### WHAT TO WORK ON
Among the lines below, list those containing the string "paint".
::::::::::
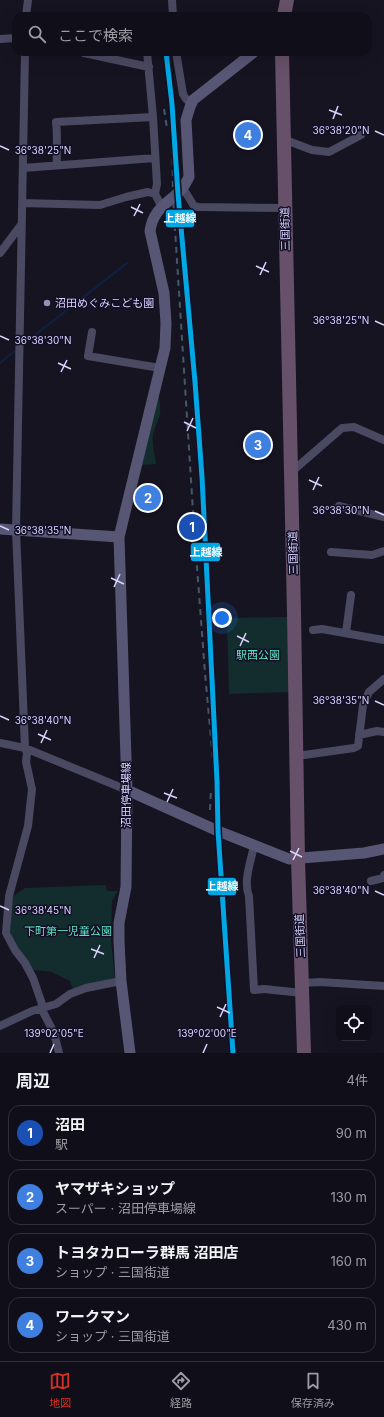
<!DOCTYPE html>
<html lang="ja">
<meta charset="utf-8">
<style>
:root{--surface:#100f19;--page:#1e1d26;--text:#f1f3f6;--muted:#9c9ca2;--line:#302f38;--accent:#d93025}
body{margin:0;font-family:Inter,"Noto Sans JP",sans-serif;background:var(--page);color:var(--text)}
.controls{position:absolute;right:12px;bottom:12px;display:grid;overflow:hidden;border-radius:8px;box-shadow:0 4px 16px #0002}
.controls button{width:36px;height:36px;display:grid;place-items:center;padding:0;border:0;border-bottom:1px solid var(--line);background:var(--surface);color:var(--text);font:20px sans-serif}
.you{position:absolute;left:222px;top:618px;width:14px;height:14px;margin:-10px;border:3px solid #fff;border-radius:50%;background:#1a73e8;box-shadow:0 0 0 6px #1a73e833}
.badge{display:grid;place-items:center;width:26px;height:26px;border-radius:50%;background:var(--accent);color:#fff;font-size:13px;font-weight:700}
.pin{position:absolute;translate:-50% -50%;border:2px solid #fff;box-shadow:0 1px 4px #0006}
.list{margin:0;padding:0;list-style:none}
h2{display:flex;justify-content:space-between;align-items:center;height:52px;margin:0;padding:0 16px;font-size:17px}
h2 small{font-size:13px;font-weight:400;color:var(--muted)}
.list li{display:grid;grid-template-columns:26px 1fr auto;gap:12px;align-items:center;box-sizing:border-box;height:56px;margin:0 8px 8px;padding:0 8px;border:1px solid var(--line);border-radius:12px}
.list b{display:block;font-size:15px;white-space:nowrap}
.list p{margin:0;font-size:13px;white-space:nowrap;color:var(--muted)}
.list em{font-size:13px;font-style:normal;color:var(--muted)}
.icon{flex:none;width:22px;height:22px;fill:none;stroke:currentColor;stroke-width:2;stroke-linecap:round;stroke-linejoin:round}
.map{position:relative;flex:none;width:384px;height:1053px;overflow:hidden}
.search{position:absolute;background:var(--surface);box-shadow:0 4px 16px #0002;left:12px;right:12px;top:12px;height:44px;display:flex;align-items:center;gap:10px;box-sizing:border-box;padding:0 14px;border-radius:12px;color:var(--muted);font-size:15px}
.sheet{height:308px;background:var(--surface)}
nav{display:flex;justify-content:space-around;align-items:center;box-sizing:border-box;height:56px;border-top:1px solid var(--line);background:var(--surface);font-size:11px;color:var(--muted)}
nav a{display:grid;justify-items:center;gap:2px}
nav .on{color:var(--accent)}
.map>svg:first-child{display:block}
</style>
<div class="map">
<svg width="384" height="1053" viewBox="0 0 384 1053">
<rect width="100%" height="100%" fill="#161421"/>
<path fill="#132c2d" d="M158,395C164,417 157,417 153,435C152,445 155,455 156,464L139,465Z
M288,617L290,692L229,694L227,618Z
M106,885L107,891H118L112,901L111,940L115,979L73,989L70,981L52,972L34,970L27,962L13,940L10,931L12,897L25,888Z"/>
<g fill="none" stroke-linecap="round" stroke-linejoin="round">
<path stroke="#0d2144" stroke-width="2" d="M21,346L127,263
M0,363L16,350"/>
<path stroke="#4a4962" stroke-width="8" d="M172,0L173,16
M26,16L28,0
M0,39L16,38
M25,52L16,530L25,748L27,753L26,762L32,789L28,826L9,896L6,933L15,950L25,963L33,978L42,1004L41,1008L54,1033L59,1053
M147,52L153,117L157,184L155,194L162,207
M176,52L183,94L186,99L191,104
M84,53L149,67
M283,139L312,150L329,152L361,135
M57,165C56,151 58,136 56,122L153,117
M23,168L155,158
M183,188L194,206L198,207L284,208
M22,203L100,205L126,197L148,192L155,194
M0,253L21,225
M92,332L88,356L160,368
M291,470L296,468L342,428L354,427L384,440
M339,506L384,517
M331,552L372,555L384,551
M313,630L322,629L384,640
M346,633L351,595
M359,735L377,731L384,732
M0,743L25,748L127,790
M297,756L354,748L358,746L363,705L369,692L384,679
M254,846C251,860 243,882 249,896L254,990L264,989L302,993
M371,881L383,878L384,875
M302,983L320,982L384,986
M0,1026L32,1011L56,1004L70,994L86,988L121,981"/>
<path stroke="#575674" stroke-width="11" d="M0,529L119,537
M127,790L218,831L289,859L364,853L384,849
M130,1053L121,981L119,941V923L126,887L127,790L119,537L165,348L166,323L164,293L150,231C154,202 178,202 189,177L186,120L190,107L193,100L254,52"/>
<path stroke="#67516a" stroke-width="14" d="M284,16L287,0
M282,52L294,612L298,859L304,1053"/>
<path stroke="#43596b" stroke-width="2" stroke-dasharray="6 5" stroke-linecap="butt" d="M172,104L173,198L194,527L205,673L217,804
M164,109L167,128
M210,810L211,790"/>
<defs>
<path id="rail-1" d="M166,52L172,104L178,194L195,382L202,477L217,781L218,831L233,1053"/>
</defs>
<use href="#rail-1" stroke="#130f26" stroke-width="8"/>
<use href="#rail-1" stroke="#00a7e3" stroke-width="5"/>
</g>
<path fill="none" stroke="#d9d4ff" stroke-width="1.5" d="M329,110L342,115M333,119L338,106M375,131L384,135M0,146L9,150M131,207L143,213M134,216L140,204M256,266L269,272M260,275L266,262M375,321L384,325M0,336L9,340M58,363L71,369M61,372L67,360M184,422L196,428M187,431L193,418M309,480L322,486M313,490L319,477M375,511L384,515M0,526L9,530M111,578L124,584M114,587L120,574M237,636L249,642M240,646L246,633M375,701L384,705M0,716L9,720M38,734L51,740M41,743L47,730M164,793L177,798M167,802L173,789M290,851L302,857M293,860L299,848M375,891L384,895M0,906L9,910M91,949L104,954M94,958L100,945M217,1007L230,1013M220,1017L226,1004M50,1053L54,1044M203,1053L207,1044"/>
<circle fill="#9591b1" stroke="#130f26" stroke-width="1.5" cx="47" cy="303" r="4"/>
<g text-anchor="middle" dominant-baseline="central" stroke-width="3" stroke-linejoin="round" paint-order="stroke">
<g font-size="11" fill="#d9d4ff" stroke="#130f26">
<text transform="translate(285 229) rotate(-91)">三国街道</text>
<text transform="translate(293 553) rotate(-91)">三国街道</text>
<text transform="translate(126 795) rotate(-90)">沼田停車場線</text>
<text transform="translate(300 936) rotate(-92)">三国街道</text>
</g>
<g font-size="11" fill="#d9d4ff" stroke="#130f26" text-anchor="start">
<text x="55" y="303">沼田めぐみこども園</text>
</g>
<g font-size="11" fill="#5fe0c0" stroke="#130f26">
<text x="258" y="655">駅西公園</text>
<text x="68" y="931">下町第一児童公園</text>
</g>
</g>
<g font-size="10" text-anchor="middle" fill="#d9d4ff" stroke="#130f26" stroke-width="3" stroke-linejoin="round" paint-order="stroke">
<text x="341" y="134">36°38'20"N</text>
<text x="43" y="154">36°38'25"N</text>
<text x="341" y="324">36°38'25"N</text>
<text x="43" y="344">36°38'30"N</text>
<text x="341" y="514">36°38'30"N</text>
<text x="43" y="534">36°38'35"N</text>
<text x="341" y="704">36°38'35"N</text>
<text x="43" y="724">36°38'40"N</text>
<text x="341" y="894">36°38'40"N</text>
<text x="43" y="914">36°38'45"N</text>
<text x="54" y="1037">139°02'05"E</text>
<text x="207" y="1037">139°02'00"E</text>
</g>
<g stroke="#130f26" stroke-width="1.5">
<rect x="165" y="209" width="30" height="19" rx="4" fill="#00a7e3"/>
<rect x="190" y="542" width="31" height="20" rx="4" fill="#00a7e3"/>
<rect x="207" y="877" width="30" height="19" rx="4" fill="#00a7e3"/>
</g>
<g font-size="11" text-anchor="middle" font-weight="bold" fill="#fff">
<text x="180" y="222">上越線</text>
<text x="206" y="556">上越線</text>
<text x="222" y="890">上越線</text>
</g>
</svg>
<div class="controls">
<button><svg class="icon" aria-label="locate" viewBox="0 0 24 24"><circle cx="12" cy="12" r="6"/><path d="M12 2v4M12 18v4M2 12h4M18 12h4"/></svg></button>
</div>
<div class="you"></div>
<div class="pin badge" style="left:192px;top:527px;background:#1a4fb4">1</div>
<div class="pin badge" style="left:148px;top:498px;background:#3f7fe0">2</div>
<div class="pin badge" style="left:258px;top:445px;background:#3f7fe0">3</div>
<div class="pin badge" style="left:248px;top:135px;background:#3f7fe0">4</div>
<div class="search"><svg class="icon" aria-label="search" viewBox="0 0 24 24"><circle cx="10" cy="10" r="6"/><path d="M15 15l6 6"/></svg>ここで検索</div>
</div>
<section class="sheet">
<h2>周辺<small>4件</small></h2>
<ul class="list">
<li><span class="badge" style="background:#1a4fb4">1</span><div><b>沼田</b><p>駅</p></div><em>90 m</em></li>
<li><span class="badge" style="background:#3f7fe0">2</span><div><b>ヤマザキショップ</b><p>スーパー · 沼田停車場線</p></div><em>130 m</em></li>
<li><span class="badge" style="background:#3f7fe0">3</span><div><b>トヨタカローラ群馬 沼田店</b><p>ショップ · 三国街道</p></div><em>160 m</em></li>
<li><span class="badge" style="background:#3f7fe0">4</span><div><b>ワークマン</b><p>ショップ · 三国街道</p></div><em>430 m</em></li>
</ul>
</section>
<nav>
<a class="on"><svg class="icon" aria-label="map" viewBox="0 0 24 24"><path d="M3 6l6-2 6 2 6-2v14l-6 2-6-2-6 2zM9 4v14M15 6v14"/></svg>地図</a>
<a><svg class="icon" aria-label="directions" viewBox="0 0 24 24"><path d="M12 3l9 9-9 9-9-9zM9 14v-3h6M13 9l2 2-2 2"/></svg>経路</a>
<a><svg class="icon" aria-label="saved" viewBox="0 0 24 24"><path d="M7 4h10v16l-5-4-5 4z"/></svg>保存済み</a>
</nav>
::::::::::
### YOUR RESPONSE
<g text-anchor="middle" dominant-baseline="central" stroke-width="3" stroke-linejoin="round" paint-order="stroke">
<g font-size="10" text-anchor="middle" fill="#d9d4ff" stroke="#130f26" stroke-width="3" stroke-linejoin="round" paint-order="stroke">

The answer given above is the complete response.